Idit Aharon Gallery Safed
|Studio and gallery of Idit Aharon’s paintings
Idit Aharon served as a curator at the Living Art Gallery for several years before opening her own studio. The Living Art Gallery was located in the Kikar HaMeginim central square of Safed’s Old Jewish Quarter. After it closed Idit decided to open her studio on the Yosef Caro Street in the Old City which allowed her to join in the thriving Tzfat artist community. Idit’s gallery exhibits only her own work. Her paintings concentrate on Jewish and Tzfat themes. In addition to her own paintings and gallery, Idit teaches art at the Tzfat branch of Bar Ilan University.
Idit uses a unique technique in her paintings. She layers clippings from hundreds of magazines on Steibach paper and then paints the top layer with a special material which absorbs the images from the pictures below. The images from the magazine pictures rise to the top and can be seen through the top paint. After covering the magazine layers with the top layer Idit creates her own painting. Each painting becomes a work of mixed media that fuses the magazine images, textures of the magazine layers and colors and designs of Idit’s final painting.
Idit became religiously observant as an adult. Her works are inspired by her commitment to Jewish culture and tradition. Her paintings include many different versions of the Tree of Life as well as the lanes and alleyways of Tzfat, flowers of Israel, “Hamsas” -- good luck hand symbols -- and pomegranates. The proliferation of paintings of pomegranates in Idit’s gallery have given rise to the studio’s nickname -- Pomegranate Gallery.

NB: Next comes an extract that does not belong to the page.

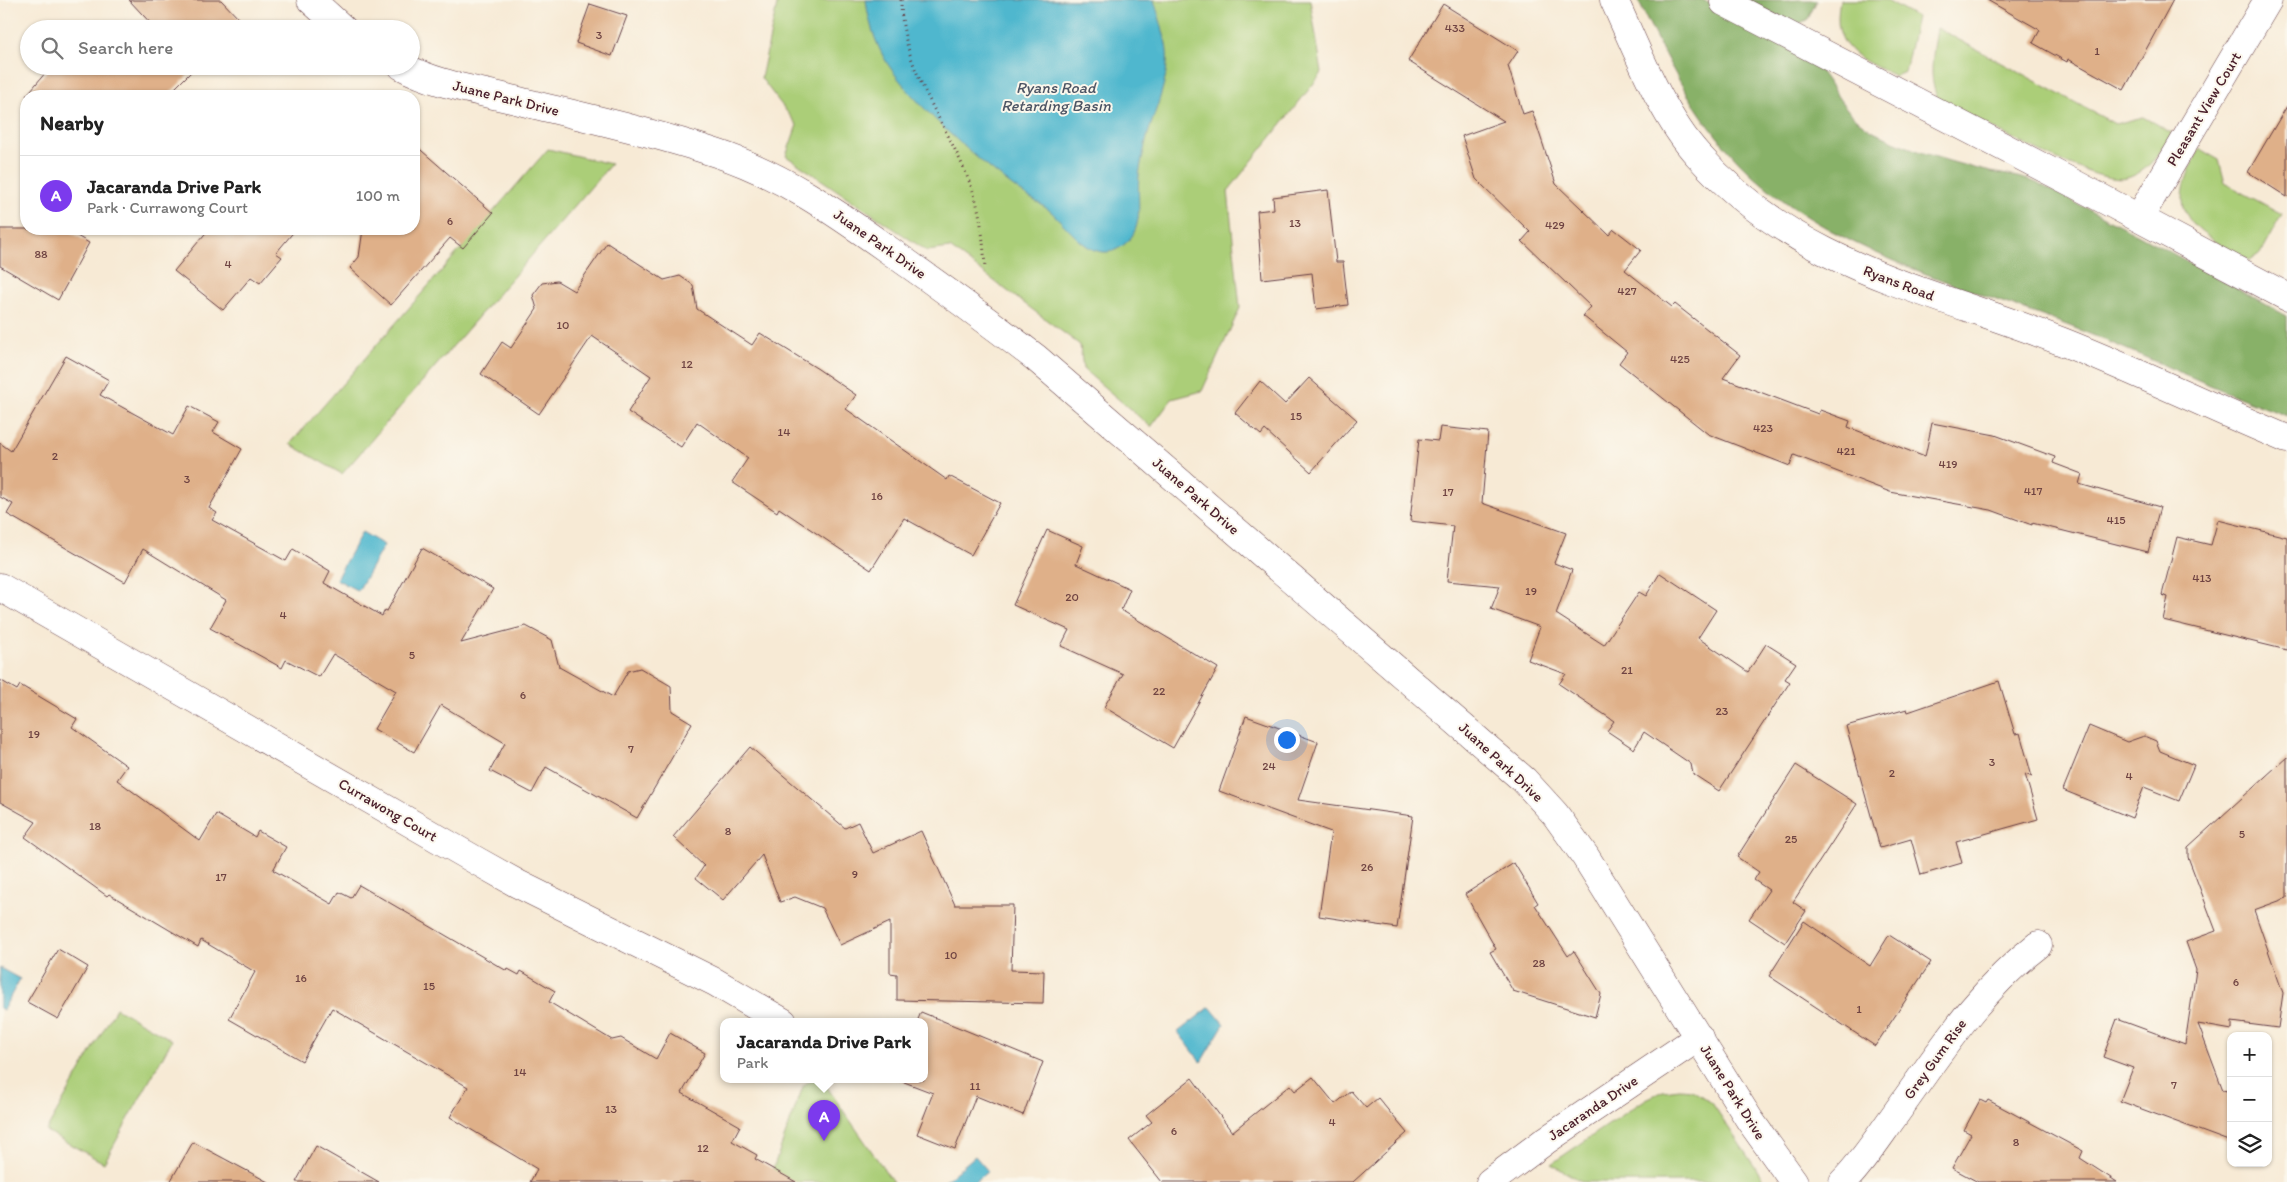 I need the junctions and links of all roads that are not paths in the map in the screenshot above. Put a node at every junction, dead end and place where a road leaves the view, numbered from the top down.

Many of Idit’s works include inscriptions which add to the painting. These inscriptions are sometimes incorporated into the painting and sometimes frame the painting. Idit paints these inscriptions to emphasize the meanings of the paintings and their significance to Israel and the Jewish religion.
Each detail in Idit's paintings is heavy with meaning. She provides explanations that describe the significance of these details such as her painting’s circles which connote the Circle of Life, the connection between the roots of a tree and the first Psalm's mention of a tree's roots and the positioning of the branches of a tree as an indication of man's ability to reach beyond his comfort zone.